Several years and credit cards later, I still use that methodology.  With multiple cards, several bills to keep track of and a lot less leisure time, staying on top of this has gotten a little trickier.  In order to keep it up, I pay my all my credit card bills about once a week (usually Tuesday or Wednesdays so I have a balance of “0” before the weekend).  This is to ensure that my checking account is a relatively true reflection of how much money I really have.

Some people would ask why even bother having a credit card at all? Why not just use cash or a debit card all the time?  Two answers.

1) To build your credit.  Although if you don’t ever carry a balance, I’m not quite sure how much of a difference that would make on your credit score.

2) To collect rewards!  I used to use my rewards for getting Starbucks gift cards.  But now I use it to pay my credit card bill.  I used to have the mentality that “if I’m going to get a reward, I want it to be for something that I enjoy” and getting credit on your credit card didn’t feel that enjoyable to me.  But I changed my mind after I got my Chase Freedom card.  Since Chase gave new card holders $200 back in rewards, when I finally claimed my points for the first time, I think I had like $300 worth of credit I could use.  Getting $300 worth of Starbucks gift cards just seemed like such a waste at that point.  So I used it to pay my next bill instead and it made a big difference in my checking account.  I decided from then on, I would exclusively use my reward points for that purpose.

For people who want to get rid of minor credit card debt (less than $1,000), I recommend using the method that one of my former roommates used:

1) Stop using credit cards!

2) Use only cash or your debit card instead for new purchases.

3) Every time you get a pay check, use half of it (or some other designated amount) to pay off your credit card debt.

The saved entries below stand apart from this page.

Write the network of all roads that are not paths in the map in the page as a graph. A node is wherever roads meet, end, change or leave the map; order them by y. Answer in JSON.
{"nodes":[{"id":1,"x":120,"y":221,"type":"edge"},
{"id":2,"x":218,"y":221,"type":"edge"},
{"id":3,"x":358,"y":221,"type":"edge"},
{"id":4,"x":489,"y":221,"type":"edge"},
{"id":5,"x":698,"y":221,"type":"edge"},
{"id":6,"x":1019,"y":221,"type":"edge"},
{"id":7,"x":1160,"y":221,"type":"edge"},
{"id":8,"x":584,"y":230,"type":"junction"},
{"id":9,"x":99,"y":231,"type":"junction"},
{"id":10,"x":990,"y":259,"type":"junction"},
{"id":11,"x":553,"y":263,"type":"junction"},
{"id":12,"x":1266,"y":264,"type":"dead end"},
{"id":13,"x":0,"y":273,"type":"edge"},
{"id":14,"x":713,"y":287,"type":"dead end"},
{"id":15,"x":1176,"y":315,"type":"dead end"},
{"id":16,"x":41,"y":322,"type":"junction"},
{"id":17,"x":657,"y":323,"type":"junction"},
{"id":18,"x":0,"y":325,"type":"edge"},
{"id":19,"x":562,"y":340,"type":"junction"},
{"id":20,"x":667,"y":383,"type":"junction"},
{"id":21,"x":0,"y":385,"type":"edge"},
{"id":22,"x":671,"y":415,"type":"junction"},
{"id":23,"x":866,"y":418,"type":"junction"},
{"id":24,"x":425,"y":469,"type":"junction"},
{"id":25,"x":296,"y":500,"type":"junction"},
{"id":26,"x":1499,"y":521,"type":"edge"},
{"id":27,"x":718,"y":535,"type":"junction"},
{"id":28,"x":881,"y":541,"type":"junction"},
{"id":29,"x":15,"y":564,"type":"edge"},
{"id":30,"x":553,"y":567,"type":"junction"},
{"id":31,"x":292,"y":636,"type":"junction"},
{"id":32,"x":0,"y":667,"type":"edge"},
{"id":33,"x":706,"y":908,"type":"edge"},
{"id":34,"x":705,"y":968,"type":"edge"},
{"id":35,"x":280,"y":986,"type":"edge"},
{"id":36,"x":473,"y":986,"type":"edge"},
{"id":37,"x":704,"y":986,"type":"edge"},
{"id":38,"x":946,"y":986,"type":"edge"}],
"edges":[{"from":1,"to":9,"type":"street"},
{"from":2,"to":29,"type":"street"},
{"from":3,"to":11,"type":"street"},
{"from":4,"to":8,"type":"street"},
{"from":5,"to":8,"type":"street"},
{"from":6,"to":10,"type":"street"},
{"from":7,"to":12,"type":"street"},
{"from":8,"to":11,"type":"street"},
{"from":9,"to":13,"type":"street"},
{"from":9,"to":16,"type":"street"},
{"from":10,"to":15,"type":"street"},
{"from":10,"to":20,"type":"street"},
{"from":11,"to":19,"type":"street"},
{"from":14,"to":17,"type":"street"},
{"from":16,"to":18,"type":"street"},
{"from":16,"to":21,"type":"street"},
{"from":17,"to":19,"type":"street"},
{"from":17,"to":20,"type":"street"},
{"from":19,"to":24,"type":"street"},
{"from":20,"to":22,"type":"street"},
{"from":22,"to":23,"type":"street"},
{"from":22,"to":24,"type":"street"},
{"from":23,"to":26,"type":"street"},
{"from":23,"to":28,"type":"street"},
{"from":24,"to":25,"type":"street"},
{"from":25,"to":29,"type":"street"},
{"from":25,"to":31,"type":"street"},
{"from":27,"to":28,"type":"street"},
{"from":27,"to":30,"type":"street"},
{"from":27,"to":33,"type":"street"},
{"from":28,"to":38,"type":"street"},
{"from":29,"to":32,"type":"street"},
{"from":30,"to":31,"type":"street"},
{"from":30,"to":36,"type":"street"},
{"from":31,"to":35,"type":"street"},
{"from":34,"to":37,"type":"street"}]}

4) Keep doing this until your entire debt has been paid off.

5) After you debt has been paid off, you can start using your credit cards again as long as you use it like a debit card and only spend money that you have.

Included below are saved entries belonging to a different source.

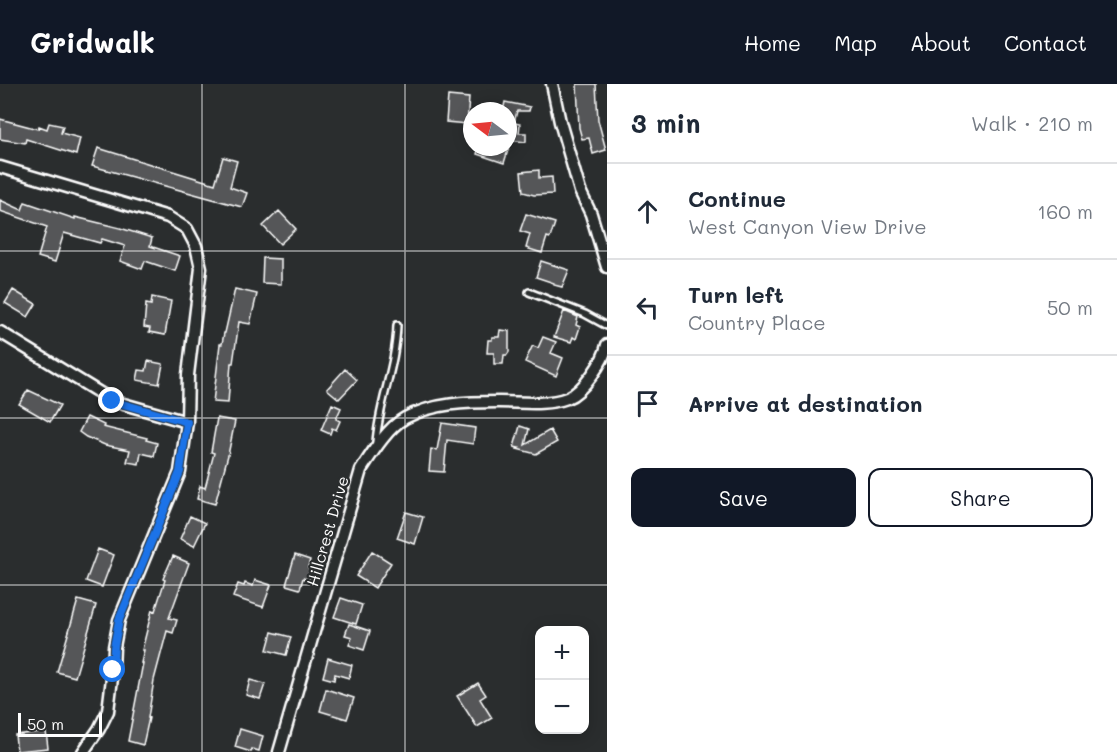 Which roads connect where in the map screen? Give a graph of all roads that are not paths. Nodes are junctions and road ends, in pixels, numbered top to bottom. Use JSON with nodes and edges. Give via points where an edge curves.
{"nodes":[{"id":1,"x":552,"y":84,"type":"edge"},
{"id":2,"x":0,"y":167,"type":"edge"},
{"id":3,"x":607,"y":267,"type":"edge"},
{"id":4,"x":529,"y":292,"type":"dead end"},
{"id":5,"x":397,"y":325,"type":"dead end"},
{"id":6,"x":607,"y":326,"type":"edge"},
{"id":7,"x":0,"y":332,"type":"edge"},
{"id":8,"x":607,"y":345,"type":"edge"},
{"id":9,"x":187,"y":422,"type":"junction"},
{"id":10,"x":376,"y":447,"type":"junction"},
{"id":11,"x":83,"y":752,"type":"edge"},
{"id":12,"x":279,"y":752,"type":"edge"}],
"edges":[{"from":1,"to":3,"type":"street","via":[[580,191]]},
{"from":2,"to":9,"type":"street","via":[[168,217],[187,229],[201,268],[188,375]]},
{"from":4,"to":6,"type":"lane"},
{"from":5,"to":10,"type":"lane","via":[[397,343]]},
{"from":7,"to":9,"type":"street","via":[[112,401]]},
{"from":8,"to":10,"type":"street","name":"Hillcrest Drive","via":[[605,356],[588,380],[568,398],[532,404],[438,406],[403,419]]},
{"from":9,"to":11,"type":"street","via":[[180,472],[119,620],[108,711]]},
{"from":10,"to":12,"type":"street","name":"Hillcrest Drive","via":[[361,470]]}]} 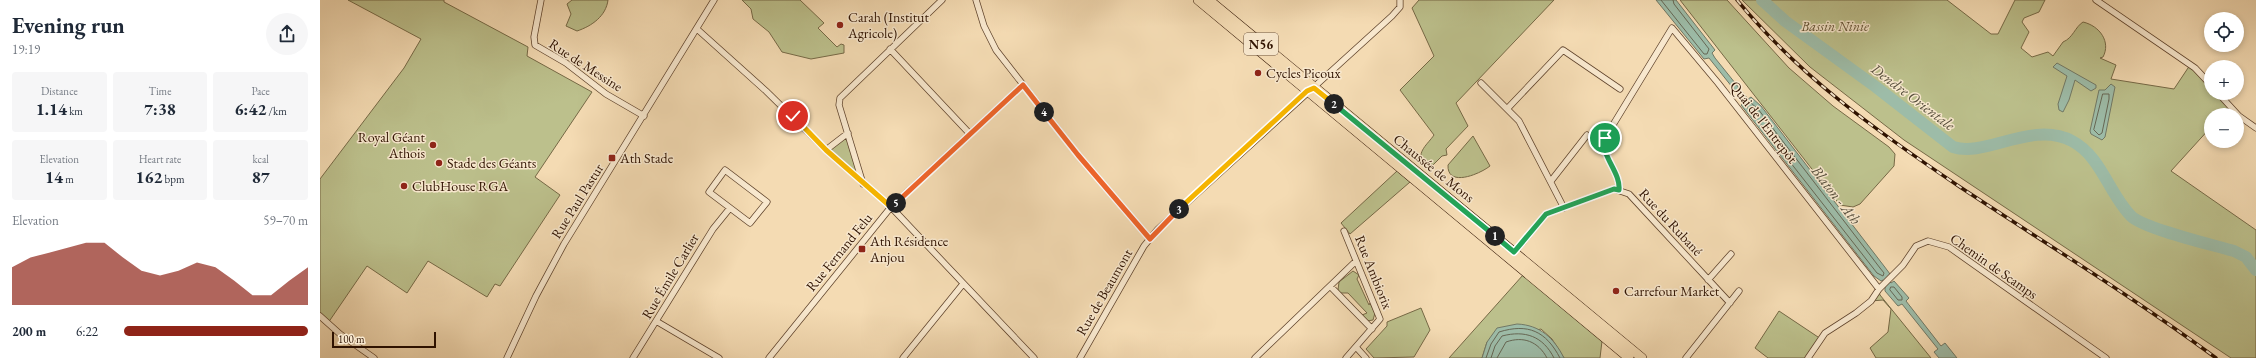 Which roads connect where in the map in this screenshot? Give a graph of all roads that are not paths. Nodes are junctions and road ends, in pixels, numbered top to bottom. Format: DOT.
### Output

If you have a significant amount of credit card debt you want to get rid of, I suggest reading Total Money Makeover and following the get-out-debt recommendations there.

Disclaimer:  Original personal finance entries are of my personal opinion.  I am not a financial expert (though I am in the process of getting my CFP).  The advice I give is very general so it may or may not be the best available option for your unique situation.

finance

Pay Yourself First

I’ve been really inconsistent with blogging about personal finance and I realized last night during my discussion with Shaina that it’s because I’m always trying to blog about what I’m learning and what I want to do versus things that I already do.  Well starting today, that’s going to change.

A really big part of personal finance that I started doing long before I even knew there was a term for it was pay myself first.  Paying yourself first means whenever you get a paycheck, put money in your savings account before you do anything else.  And yes, that means before you pay your bills, before you go on your shopping spree, etc.

It may sound counter-intuitive but it works!  Almost every finance blog, book and adviser can attest to this.  You are much more likely to reach your savings goal if you approach saving with this method versus paying all your bills and living expenses first, hoping to have money left over to save at the end.  It probably has something to do with the psychology of will power.

Anyway, whats always worked for me is deciding on an amount I want to save, 30% of each paycheck for instance, and then trying it out for a couple of months.  If I see that I’m cutting it close at the end of every month or having to frequently borrow from my savings account, I reduce the amount to 25% and I’ll keep adjusting it until I find an amount that I can do without but still live comfortably.  Every time I get a raise, the first thing I do is increase that amount.  I also put my bonuses and my tax returns in my savings because this is money that I’ve already gotten used to not having.  I find it more sustainable to increase my standard of living gradually, while giving my savings account a nice boost during these periods of surplus.